There are no indications that the national leaders will come to Wukan’s rescue. Xi Jinping’s anti-corruption campaign was always more about populism and the internal power struggle than actually rooting out corruption – impossible under a system that mixes unchecked bureaucratic power with rampant capitalist speculation. One thing Xi does not want is to encourage the idea that organised mass action as in Wukan can force the regime to change its policies.
A full-scale clampdown has been ordered by the national propaganda department telling news agencies “to delete news stories, photos and video of the protests”, according to a leaked directive published on China Digital Times, a US-based website. Meanwhile for overseas consumption, the rabid English-language Global Times warns that, “If the drastic actions of the Wukan villagers are adopted by other people involved in disputes, China will see mess and disturbance at a grass-roots level.”
Since Xi Jinping came to power he has steered national policy towards even greater repression. A feature of Xi’s rule is that even ‘moderate’ voices that work within the system, including NGO activists and lawyers, are being arrested and forced to confess to non-existent crimes. Lin Zuluan’s name has now been added to this list. This increased repression is a defensive reflex from a dictatorial regime that fears the approach of serious crises and mass unrest.

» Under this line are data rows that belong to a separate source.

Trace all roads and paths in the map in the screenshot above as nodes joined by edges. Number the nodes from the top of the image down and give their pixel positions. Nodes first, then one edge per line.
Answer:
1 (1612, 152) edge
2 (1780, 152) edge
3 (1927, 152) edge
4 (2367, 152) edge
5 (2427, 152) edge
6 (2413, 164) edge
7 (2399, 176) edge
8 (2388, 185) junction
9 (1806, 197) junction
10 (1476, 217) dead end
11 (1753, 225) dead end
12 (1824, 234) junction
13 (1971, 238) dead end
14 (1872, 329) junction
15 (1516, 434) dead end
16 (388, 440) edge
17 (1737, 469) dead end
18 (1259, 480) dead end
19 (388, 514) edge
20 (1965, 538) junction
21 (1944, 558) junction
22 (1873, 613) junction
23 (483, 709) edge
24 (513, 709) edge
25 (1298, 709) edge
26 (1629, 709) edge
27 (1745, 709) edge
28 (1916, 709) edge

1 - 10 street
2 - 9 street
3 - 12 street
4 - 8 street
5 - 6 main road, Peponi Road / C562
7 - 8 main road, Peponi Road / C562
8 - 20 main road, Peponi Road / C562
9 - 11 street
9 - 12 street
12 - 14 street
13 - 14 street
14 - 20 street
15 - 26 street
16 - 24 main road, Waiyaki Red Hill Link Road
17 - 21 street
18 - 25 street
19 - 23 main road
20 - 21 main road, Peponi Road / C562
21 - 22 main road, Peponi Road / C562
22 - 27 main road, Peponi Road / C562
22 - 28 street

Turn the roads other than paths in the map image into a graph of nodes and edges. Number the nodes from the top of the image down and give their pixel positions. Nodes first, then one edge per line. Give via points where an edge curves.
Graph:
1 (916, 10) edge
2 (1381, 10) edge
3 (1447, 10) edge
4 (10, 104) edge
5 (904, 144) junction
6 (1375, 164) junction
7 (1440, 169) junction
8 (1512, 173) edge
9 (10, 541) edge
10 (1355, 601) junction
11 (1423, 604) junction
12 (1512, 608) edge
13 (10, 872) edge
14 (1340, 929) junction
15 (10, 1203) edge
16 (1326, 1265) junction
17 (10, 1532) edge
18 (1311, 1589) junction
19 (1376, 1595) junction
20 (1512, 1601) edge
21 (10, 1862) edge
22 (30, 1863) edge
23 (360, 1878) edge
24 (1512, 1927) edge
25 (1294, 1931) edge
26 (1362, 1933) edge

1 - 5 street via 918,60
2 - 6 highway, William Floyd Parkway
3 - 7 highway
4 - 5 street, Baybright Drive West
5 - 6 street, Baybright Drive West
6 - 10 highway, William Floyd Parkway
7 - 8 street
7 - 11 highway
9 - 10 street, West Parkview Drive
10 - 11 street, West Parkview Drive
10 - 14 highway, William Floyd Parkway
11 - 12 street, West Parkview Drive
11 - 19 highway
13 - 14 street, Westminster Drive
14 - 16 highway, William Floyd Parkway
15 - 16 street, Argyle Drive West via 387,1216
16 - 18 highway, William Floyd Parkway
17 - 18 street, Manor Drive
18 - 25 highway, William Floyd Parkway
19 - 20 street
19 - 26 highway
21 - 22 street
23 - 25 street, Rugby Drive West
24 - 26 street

Build independent grassroots organisations
The way forward for Wukan and other rural struggles is to build democratic mass organisations and to establish links between the different fighting communities (some just a few miles away) and links with the emerging workers’ movement. While in any struggle negotiations and temporary agreements or truces are unavoidable, the mistake made in 2011 was that Wukan agreed to dissolve its independent village council instead of maintaining and strengthening it as the real voice of the people.
It was not wrong to participate in the elections organised under the agreement, provided the limited scope and ability of those elections to change anything was understood. The building of democratic grassroots organisations completely independent of the CCP-state and continuing mass mobilisations is the only way to secure even small reforms. Winning elected posts in the official village committee could have acted as an additional ‘legal’ platform in this struggle.
An understanding of the reactionary role of the CCP-state and its collusion with corrupt capitalist interests is also needed, as is the need to build an organised socialist political alternative. The crackdown in Wukan and the state’s attempt to strangle its ‘democratic experiment’ will open the eyes of more and more people to this reality.
More on Wukan:
Guangdong village rebellion revives the spirit of Wukan (4 March, 2013)
The Wukan Uprising and its lessons (26 February, 2012)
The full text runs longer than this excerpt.